Why does one child get excited about starting the school year while another feels debilitating anxiety?
It is rarely one thing and is usually a combination of factors, including the child’s temperament and self-confidence; your past experiences at school, daycare, or daycare; friendships they’ve already formed; and the types of transition activities they undertook.
As psychologists and mental health researchers, we also look at how the family is coping and the child’s past mental health history or developmental disability diagnoses.
The good news is that research shows that parents, schools and health professionals can intervene early to support children who are anxious about school.
Our research team developed a program called AllPlay Learn to support children with disabilities, who are at greater risk of experiencing anxiety at school due to the added burden of new routines, friendships, expectations and “sensory overload” (where noise, clutter, smells and other sensory information from the classroom or playground becomes overwhelming and distressing for a child).
These strategies can help all children, parents and teachers to better cope with the transition to school or the return after the holidays.
What is back to school anxiety like?
Anxiety in children is not always easy to detect. Symptoms can range from very subtle changes in body language to challenging behaviors such as anger and acting out.
However, avoidant behavior is a hallmark of anxious children. Everyone can relate to what makes us comfortable — being at home, engaging in things we enjoy and are good at, and avoiding what makes us anxious or overwhelmed.
At its extreme, anxious-avoidant behavior toward school can turn into school refusal, where a student regularly misses school with their parents’ knowledge due to school-related emotional distress.
4 Ways Parents Can Support Their Anxious Children
How parents communicate about the new school year is important. Talking positively about school and learning can reduce feelings of anxiety in children.
Parents can help children feel prepared and develop strategies for dealing with anxious feelings:
Familiarizing them with their new school/classroom. Take your child to visit the new school or classroom, read stories about school and “play” school so he can practice the things he needs to learn, like packing.
Help them set goals. Encourage them to identify things they can already do to establish themselves in the classroom, then set small goals for what they can do next. For example: “I can say goodbye without getting upset when my mom leaves. This semester, instead of my mom walking me to class, I’m going to wave out the window.”

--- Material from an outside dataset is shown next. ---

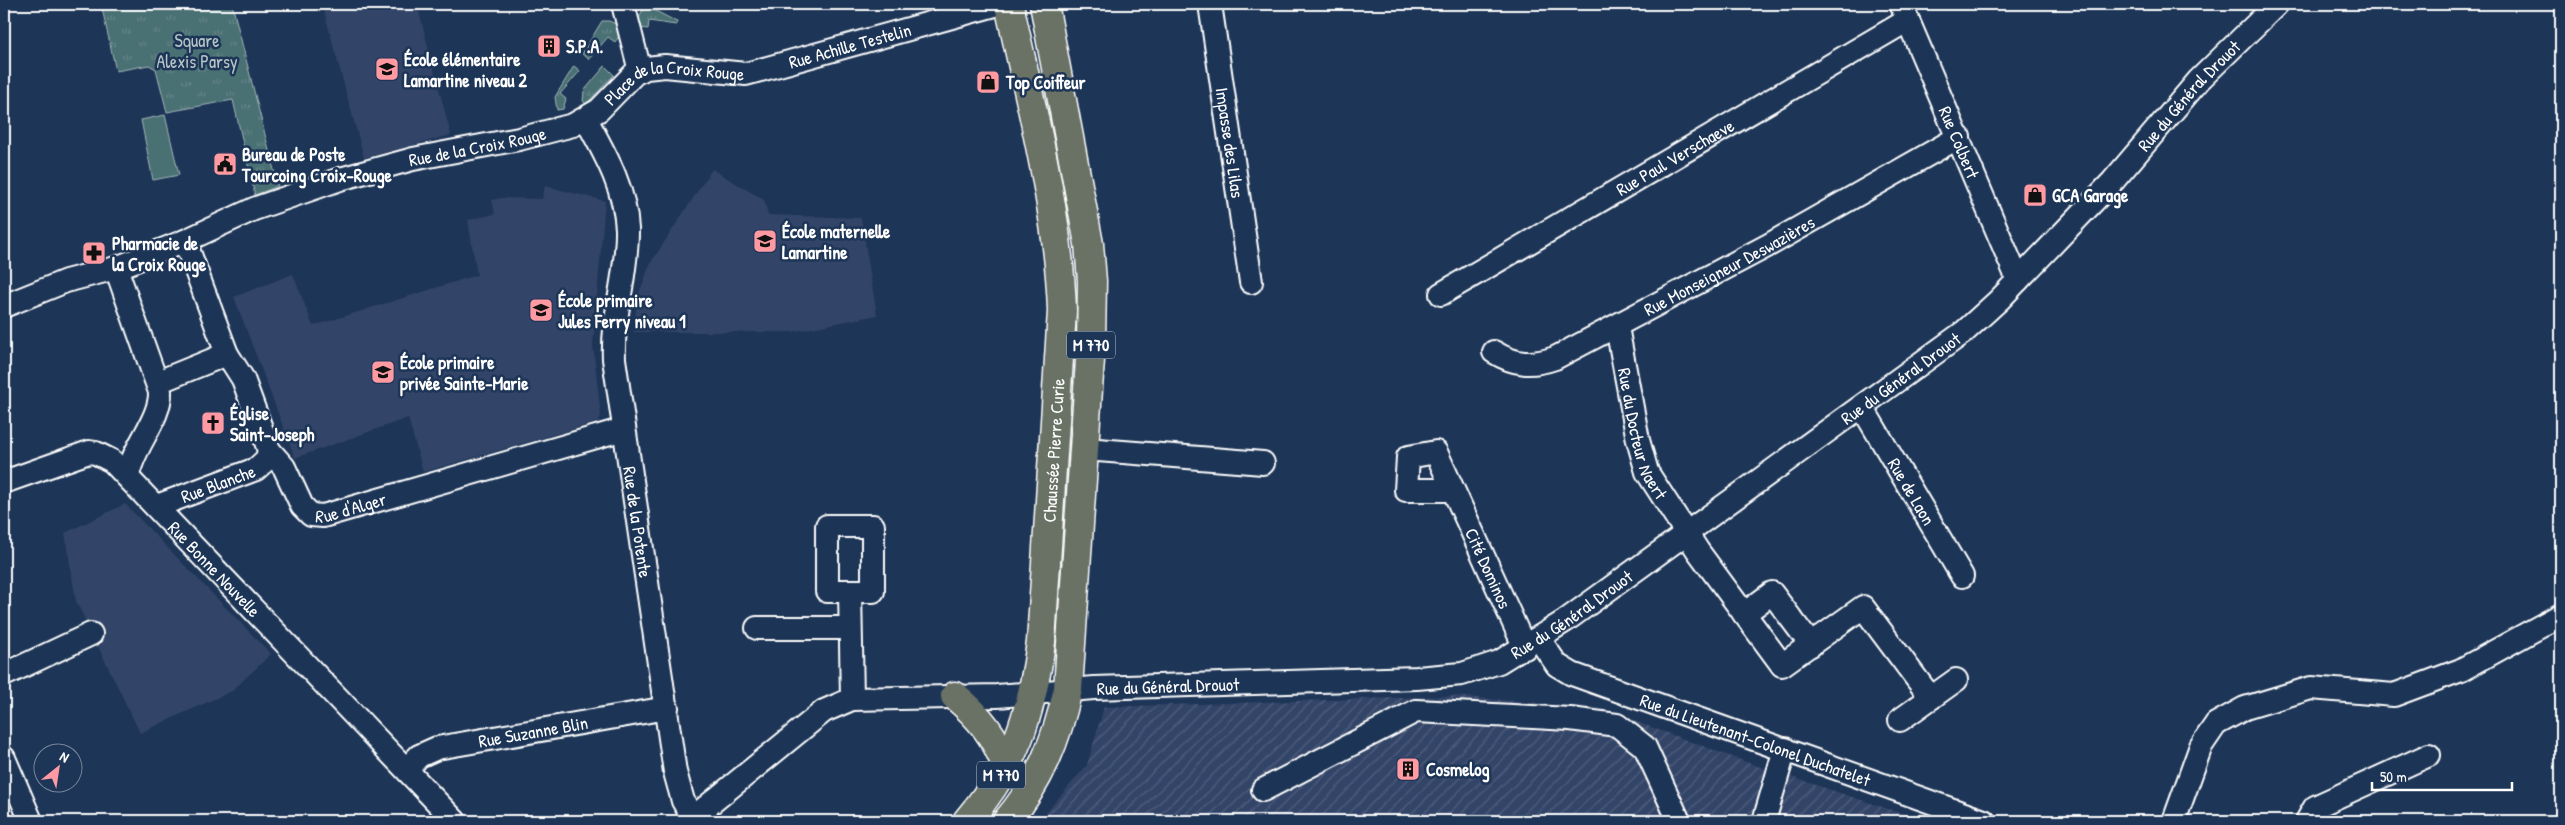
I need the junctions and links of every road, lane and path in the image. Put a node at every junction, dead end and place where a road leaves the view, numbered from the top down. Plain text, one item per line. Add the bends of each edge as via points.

Developing some “soothing” supports. Ask what helped them before when they had concerns. They can practice relaxing breathing, have silent bedtime activities, practice “brave statements” (such as “I might be a little worried, but I know the teacher will be there if I need help”), or bring a special item from home.
Make sure they can relax after school. Some of the emotions your child has been holding inside all day may boil over when he returns home. Consider calming activities, spaces, or supports your child may need to process their emotions and sensory overload.
How can teachers help anxious children?
The teacher’s support is important, especially on arrival. Adaptation activities, such as choosing to read books or draw quietly, can provide the child with security.
Clearly communicating student expectations, such as class rules, can also build trust between the children and the teacher.
If a child is anxious, reflect on what aspects of school life may be contributing to feelings of anxiety and identify – with the child’s input – what the child could manage with existing supports. For example, a child may feel able to separate himself from his parents in the morning if he has a familiar toy or a picture of home and may have some quiet time in the classroom before the bell. Over time, these additional supports can be reduced.
Allow children time and space to deal with big emotions. Children may have different support preferences when they are distressed, but may find it difficult to communicate their needs when they are anxious or upset.
Provide structure and predictability. Visual schedules, social narratives (stories that tell children what they can expect at school), and transitional prompts can provide reassurance. Knowing what to do and who to play with can be a challenge for a child who is feeling anxious, especially during unstructured school hours such as lunchtime.
What if your child continues to be anxious about school?
Some children may show significant signs of anxiety, such as lack of sleep, social withdrawal, changes in eating habits, or ongoing and significant distress or unhappiness.
When children experience significant and ongoing signs of anxiety that do not resolve, some additional support may be needed to ensure your child’s well-being and sense of security at school.
Speak to your GP, who can rule out underlying medical factors and refer you to appropriate support services, such as a child and adolescent psychologist.
More evidence-based tips for supporting an anxious child about the start of the school year are available on the AllPlay Learn website. Other useful resources include the Australian Psychological Society’s referral service, Kids Helpline and Beyond Blue.